Если бы Венгрия не была защитою для христианского мира (а что она была величайшею защитою, о том свидетельствуют ежедневный опыт и несчастья, следующие за несчастиями); то и тогда не только самим венграм, но и всем христианам должно было бы стараться о её спасении, как о спасении общего отечества, единственно ради богатств, которые всеблагий (optimus maximus) Бог щедро излил на Венгрию, а через неё и на соседних народов. Ибо найдётся ли в мире такая хорошая или драгоценная вещь, которой не было бы в Венгрии? Если вам надобно металлов, то какая часть земного шара обильнее Венгрии золотом, серебром, медью, сталью, железом? Она имеет мало свинцу, и говорят, что в ней нет олова, — если только нет значит, что не удалось ещё найти. Даже более того, — в ней есть и каменная соль, лучшая и самая чистая; она, как камни, выламывается в каменоломнях.

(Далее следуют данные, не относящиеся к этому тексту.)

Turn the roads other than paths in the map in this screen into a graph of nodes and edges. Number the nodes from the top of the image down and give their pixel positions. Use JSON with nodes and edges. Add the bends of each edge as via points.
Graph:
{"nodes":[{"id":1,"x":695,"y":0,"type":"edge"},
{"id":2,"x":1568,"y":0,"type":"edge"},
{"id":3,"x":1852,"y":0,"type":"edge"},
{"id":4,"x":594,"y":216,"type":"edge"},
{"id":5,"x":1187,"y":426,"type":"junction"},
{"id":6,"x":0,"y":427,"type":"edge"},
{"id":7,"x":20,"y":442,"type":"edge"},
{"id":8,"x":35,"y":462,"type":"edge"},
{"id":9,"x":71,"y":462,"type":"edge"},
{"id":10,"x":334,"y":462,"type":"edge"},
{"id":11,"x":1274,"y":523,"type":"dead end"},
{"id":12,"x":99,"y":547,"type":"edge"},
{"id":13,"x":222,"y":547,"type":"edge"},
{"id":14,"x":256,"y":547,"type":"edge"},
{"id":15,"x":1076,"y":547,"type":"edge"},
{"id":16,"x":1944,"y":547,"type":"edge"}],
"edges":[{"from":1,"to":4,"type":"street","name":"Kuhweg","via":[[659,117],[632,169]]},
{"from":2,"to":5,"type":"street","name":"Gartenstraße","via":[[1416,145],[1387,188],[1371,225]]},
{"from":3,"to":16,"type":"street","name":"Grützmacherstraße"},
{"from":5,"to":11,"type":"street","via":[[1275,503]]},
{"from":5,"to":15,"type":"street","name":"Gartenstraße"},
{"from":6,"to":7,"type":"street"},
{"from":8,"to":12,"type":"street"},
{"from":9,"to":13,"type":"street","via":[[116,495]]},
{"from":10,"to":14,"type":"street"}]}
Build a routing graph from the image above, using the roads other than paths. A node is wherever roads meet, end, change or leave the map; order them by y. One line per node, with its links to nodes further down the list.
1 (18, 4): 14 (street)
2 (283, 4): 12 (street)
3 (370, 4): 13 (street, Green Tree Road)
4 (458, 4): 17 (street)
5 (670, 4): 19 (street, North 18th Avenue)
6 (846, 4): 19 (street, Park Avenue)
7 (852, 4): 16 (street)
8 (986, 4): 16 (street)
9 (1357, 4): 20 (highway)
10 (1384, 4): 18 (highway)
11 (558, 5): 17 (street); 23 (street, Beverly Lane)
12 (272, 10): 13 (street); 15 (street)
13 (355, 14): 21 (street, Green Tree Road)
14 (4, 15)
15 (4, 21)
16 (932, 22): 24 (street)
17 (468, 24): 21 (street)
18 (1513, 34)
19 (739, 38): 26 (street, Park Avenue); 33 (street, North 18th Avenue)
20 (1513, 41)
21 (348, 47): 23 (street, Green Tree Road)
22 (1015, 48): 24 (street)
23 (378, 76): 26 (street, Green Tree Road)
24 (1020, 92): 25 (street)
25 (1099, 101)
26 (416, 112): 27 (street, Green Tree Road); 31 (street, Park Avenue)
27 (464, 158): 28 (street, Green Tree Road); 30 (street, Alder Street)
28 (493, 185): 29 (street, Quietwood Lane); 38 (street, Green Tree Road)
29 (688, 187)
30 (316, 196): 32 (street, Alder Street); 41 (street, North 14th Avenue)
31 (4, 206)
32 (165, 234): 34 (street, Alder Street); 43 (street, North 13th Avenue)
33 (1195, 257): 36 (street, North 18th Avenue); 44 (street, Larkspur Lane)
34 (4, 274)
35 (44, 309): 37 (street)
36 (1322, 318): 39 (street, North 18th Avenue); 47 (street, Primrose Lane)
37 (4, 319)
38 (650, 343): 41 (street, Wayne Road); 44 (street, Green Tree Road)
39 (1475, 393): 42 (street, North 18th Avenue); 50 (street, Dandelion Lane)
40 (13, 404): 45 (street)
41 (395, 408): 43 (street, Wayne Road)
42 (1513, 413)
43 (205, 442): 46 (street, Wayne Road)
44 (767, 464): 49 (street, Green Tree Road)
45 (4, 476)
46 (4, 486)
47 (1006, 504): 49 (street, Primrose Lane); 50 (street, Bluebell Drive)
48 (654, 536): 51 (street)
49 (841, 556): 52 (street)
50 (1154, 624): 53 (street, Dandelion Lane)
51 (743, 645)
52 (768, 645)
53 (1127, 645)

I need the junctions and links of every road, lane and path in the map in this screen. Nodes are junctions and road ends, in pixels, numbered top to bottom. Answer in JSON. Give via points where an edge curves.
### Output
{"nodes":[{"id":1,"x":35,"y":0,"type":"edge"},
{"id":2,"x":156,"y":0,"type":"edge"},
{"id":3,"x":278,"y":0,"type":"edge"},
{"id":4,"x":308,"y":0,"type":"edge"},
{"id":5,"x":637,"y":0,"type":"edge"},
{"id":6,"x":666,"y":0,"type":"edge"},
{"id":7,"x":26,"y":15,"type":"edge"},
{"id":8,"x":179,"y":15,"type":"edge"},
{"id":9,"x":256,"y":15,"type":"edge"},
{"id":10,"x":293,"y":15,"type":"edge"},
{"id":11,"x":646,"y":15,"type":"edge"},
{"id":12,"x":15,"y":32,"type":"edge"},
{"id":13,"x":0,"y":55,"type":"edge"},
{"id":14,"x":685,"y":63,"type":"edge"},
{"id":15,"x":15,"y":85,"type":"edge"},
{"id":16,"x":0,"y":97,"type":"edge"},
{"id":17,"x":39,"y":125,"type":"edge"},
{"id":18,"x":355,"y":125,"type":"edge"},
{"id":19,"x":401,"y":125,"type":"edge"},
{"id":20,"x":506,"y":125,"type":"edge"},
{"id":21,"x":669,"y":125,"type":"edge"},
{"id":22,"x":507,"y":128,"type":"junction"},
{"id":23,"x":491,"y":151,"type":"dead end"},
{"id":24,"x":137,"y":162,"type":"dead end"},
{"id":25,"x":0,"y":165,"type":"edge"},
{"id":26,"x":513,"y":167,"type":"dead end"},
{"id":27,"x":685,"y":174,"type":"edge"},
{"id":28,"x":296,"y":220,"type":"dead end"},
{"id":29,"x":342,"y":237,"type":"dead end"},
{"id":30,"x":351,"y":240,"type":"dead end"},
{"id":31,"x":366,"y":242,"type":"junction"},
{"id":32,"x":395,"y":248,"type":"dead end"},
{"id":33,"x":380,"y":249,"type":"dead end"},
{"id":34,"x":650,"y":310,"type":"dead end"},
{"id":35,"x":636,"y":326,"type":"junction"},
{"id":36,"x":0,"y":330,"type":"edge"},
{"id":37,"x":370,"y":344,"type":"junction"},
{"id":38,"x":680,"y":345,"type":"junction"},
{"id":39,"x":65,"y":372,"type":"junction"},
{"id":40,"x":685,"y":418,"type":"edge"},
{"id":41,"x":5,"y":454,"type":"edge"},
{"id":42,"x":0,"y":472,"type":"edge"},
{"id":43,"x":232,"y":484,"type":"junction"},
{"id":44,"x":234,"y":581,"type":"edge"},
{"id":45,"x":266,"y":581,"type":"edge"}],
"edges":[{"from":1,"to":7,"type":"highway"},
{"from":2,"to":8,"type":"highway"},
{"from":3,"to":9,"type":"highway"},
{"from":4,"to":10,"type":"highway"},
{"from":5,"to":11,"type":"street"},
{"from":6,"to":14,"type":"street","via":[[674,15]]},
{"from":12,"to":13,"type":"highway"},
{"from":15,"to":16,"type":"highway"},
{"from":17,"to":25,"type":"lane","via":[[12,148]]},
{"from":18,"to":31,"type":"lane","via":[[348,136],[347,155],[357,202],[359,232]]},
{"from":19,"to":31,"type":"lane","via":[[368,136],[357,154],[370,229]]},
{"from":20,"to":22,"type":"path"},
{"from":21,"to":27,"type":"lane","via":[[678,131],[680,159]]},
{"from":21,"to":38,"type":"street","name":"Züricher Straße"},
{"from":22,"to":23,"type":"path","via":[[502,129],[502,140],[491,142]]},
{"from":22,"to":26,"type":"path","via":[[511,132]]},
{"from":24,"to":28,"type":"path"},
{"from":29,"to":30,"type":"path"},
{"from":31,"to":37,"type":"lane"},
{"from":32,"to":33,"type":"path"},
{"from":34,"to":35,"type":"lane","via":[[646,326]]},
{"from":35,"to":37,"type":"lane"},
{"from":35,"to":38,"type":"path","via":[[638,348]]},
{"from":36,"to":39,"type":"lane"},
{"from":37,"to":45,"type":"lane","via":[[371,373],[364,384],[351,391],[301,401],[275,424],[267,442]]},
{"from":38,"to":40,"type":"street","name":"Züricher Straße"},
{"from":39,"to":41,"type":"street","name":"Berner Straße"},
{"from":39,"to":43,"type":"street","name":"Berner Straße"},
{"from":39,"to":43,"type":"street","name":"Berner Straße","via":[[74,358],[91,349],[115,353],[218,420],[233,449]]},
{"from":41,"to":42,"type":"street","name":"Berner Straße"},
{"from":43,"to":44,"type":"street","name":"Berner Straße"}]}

И что по справедливости удивительно, — в некоторых местах Венгрии есть воды, которые изменяют свойство металлов и из железа делают медь. Она даёт вина, разумеется, различные по разности мест; но даже, кроме Сирмия, который славится производством и добротою вина, и который мы утратили, во многих местах вина так превосходны (generosa et excelleptia), что можно бы счесть их за критские. Я уже не говорю о неисчислимом количестве хлеба и всякого рода превосходных плодов. Нужно ли мне [222]вспоминать о зверях, которые добываются охотою или ловлею? Ибо Венгрия так обильна ими, что запрещение мужикам охотиться или ловить — считается за вещь, чрезвычайно необыковенную, и у простолюдинов почти также, как и у дворян, подаются за столом зайцы, дикие козы, олени, кабаны, дрозды, куропатки, фазаны, буйволы (bonasi) и т. п., что составляет самое изысканное кушанье в иных странах. Скотом Венгрия изобилует до того, что справедливо можно удивляться, откуда берётся столько, и при том таких стад быков и овец, какие она отпускает в другие страны, — в Италию, Германию, Богемию. Ибо по Моравии? Австрии, Штирии, Славонии и но другим областям, смежным с Венгриею, проходит много дорог, по которым гонится скот стадами; замечено было, что только по одной венской дороге, в один год, пригнано в Германию более, чем 80.000 быков. А что сказать о множестве рыбы всякого рода? Как в Дунае, Драве, Саве и других меньших реках, так и в Тиссе (Tibiscus), которая протекает почти по средине Венгрии с востока и севера, рыбы так много, что продают чрезвычайно дёшево, только что не отдают даром: часто даже не берут её, когда дают и даром. И не только Венгрия обладает таким почти невероятным обилием стольких произведений, но ещё они отличаются такою добротой, что подобные же произведения других стран никак не могут выдержать сравнения с венгерскими. Тем позорнее и печальнее будет память этого века у потомства, потому что он не употребил всех своих сил для сохранения королевства, столь богатого и столь способного удержать главного врага христианского имени.